Data to use ->
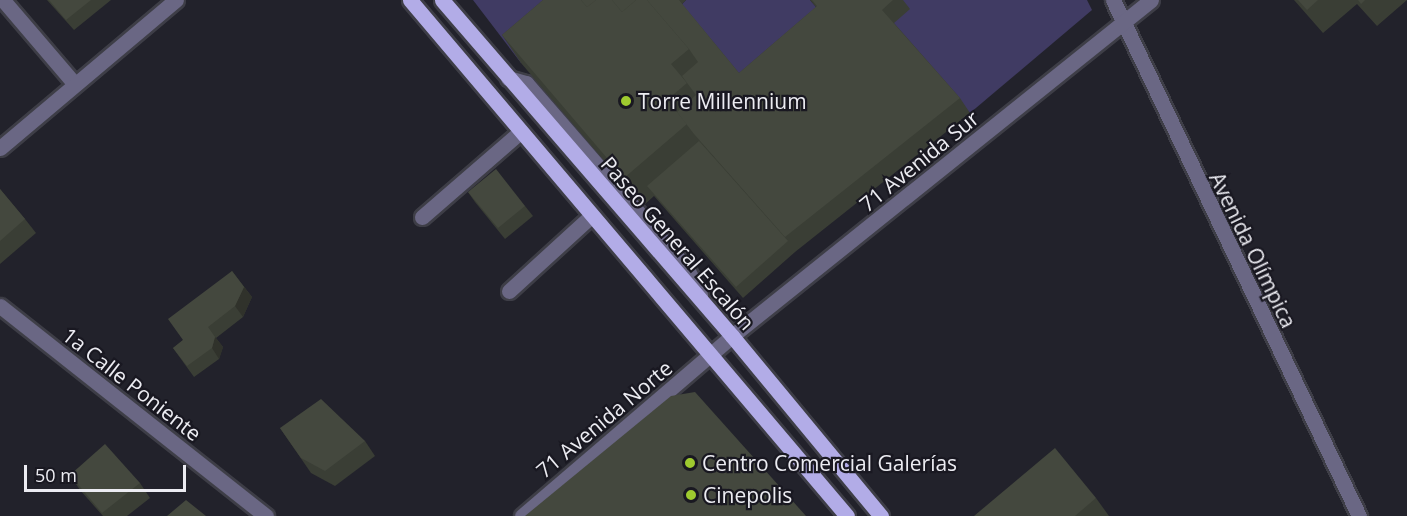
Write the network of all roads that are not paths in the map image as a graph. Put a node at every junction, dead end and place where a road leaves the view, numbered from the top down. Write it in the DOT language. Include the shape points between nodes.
graph roads {
  1 [pos="3,0"];
  2 [pos="176,0"];
  3 [pos="410,0"];
  4 [pos="442,0"];
  5 [pos="1113,0"];
  6 [pos="1152,0"];
  7 [pos="1124,24"];
  8 [pos="74,83"];
  9 [pos="519,133"];
  10 [pos="0,148"];
  11 [pos="422,217"];
  12 [pos="590,217"];
  13 [pos="509,291"];
  14 [pos="0,306"];
  15 [pos="732,336"];
  16 [pos="713,354"];
  17 [pos="266,516"];
  18 [pos="522,516"];
  19 [pos="847,516"];
  20 [pos="881,516"];
  21 [pos="1359,516"];
  1 -- 8 [label="street"];
  2 -- 8 [label="street"];
  3 -- 9 [label="main road"];
  4 -- 15 [label="main road, Paseo General Escalón"];
  5 -- 7 [label="street, Avenida Olímpica"];
  6 -- 7 [label="street, 71 Avenida Sur"];
  7 -- 15 [label="street, 71 Avenida Sur"];
  7 -- 21 [label="street, Avenida Olímpica"];
  8 -- 10 [label="street"];
  9 -- 11 [label="street"];
  9 -- 12 [label="main road"];
  12 -- 13 [label="street"];
  12 -- 16 [label="main road"];
  14 -- 17 [label="street, 1a Calle Poniente"];
  15 -- 16 [label="street, 71 Avenida Sur"];
  15 -- 20 [label="main road, Paseo General Escalón"];
  16 -- 18 [label="street, 71 Avenida Norte"];
  16 -- 19 [label="main road"];
}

How to complete this task ->
Please copy the data shown above word for word, omitting the pictures.

Response to this exercise ->
Write the network of all roads that are not paths in the map image as a graph. Put a node at every junction, dead end and place where a road leaves the view, numbered from the top down. Write it in the DOT language. Include the shape points between nodes.
graph roads {
  1 [pos="3,0"];
  2 [pos="176,0"];
  3 [pos="410,0"];
  4 [pos="442,0"];
  5 [pos="1113,0"];
  6 [pos="1152,0"];
  7 [pos="1124,24"];
  8 [pos="74,83"];
  9 [pos="519,133"];
  10 [pos="0,148"];
  11 [pos="422,217"];
  12 [pos="590,217"];
  13 [pos="509,291"];
  14 [pos="0,306"];
  15 [pos="732,336"];
  16 [pos="713,354"];
  17 [pos="266,516"];
  18 [pos="522,516"];
  19 [pos="847,516"];
  20 [pos="881,516"];
  21 [pos="1359,516"];
  1 -- 8 [label="street"];
  2 -- 8 [label="street"];
  3 -- 9 [label="main road"];
  4 -- 15 [label="main road, Paseo General Escalón"];
  5 -- 7 [label="street, Avenida Olímpica"];
  6 -- 7 [label="street, 71 Avenida Sur"];
  7 -- 15 [label="street, 71 Avenida Sur"];
  7 -- 21 [label="street, Avenida Olímpica"];
  8 -- 10 [label="street"];
  9 -- 11 [label="street"];
  9 -- 12 [label="main road"];
  12 -- 13 [label="street"];
  12 -- 16 [label="main road"];
  14 -- 17 [label="street, 1a Calle Poniente"];
  15 -- 16 [label="street, 71 Avenida Sur"];
  15 -- 20 [label="main road, Paseo General Escalón"];
  16 -- 18 [label="street, 71 Avenida Norte"];
  16 -- 19 [label="main road"];
}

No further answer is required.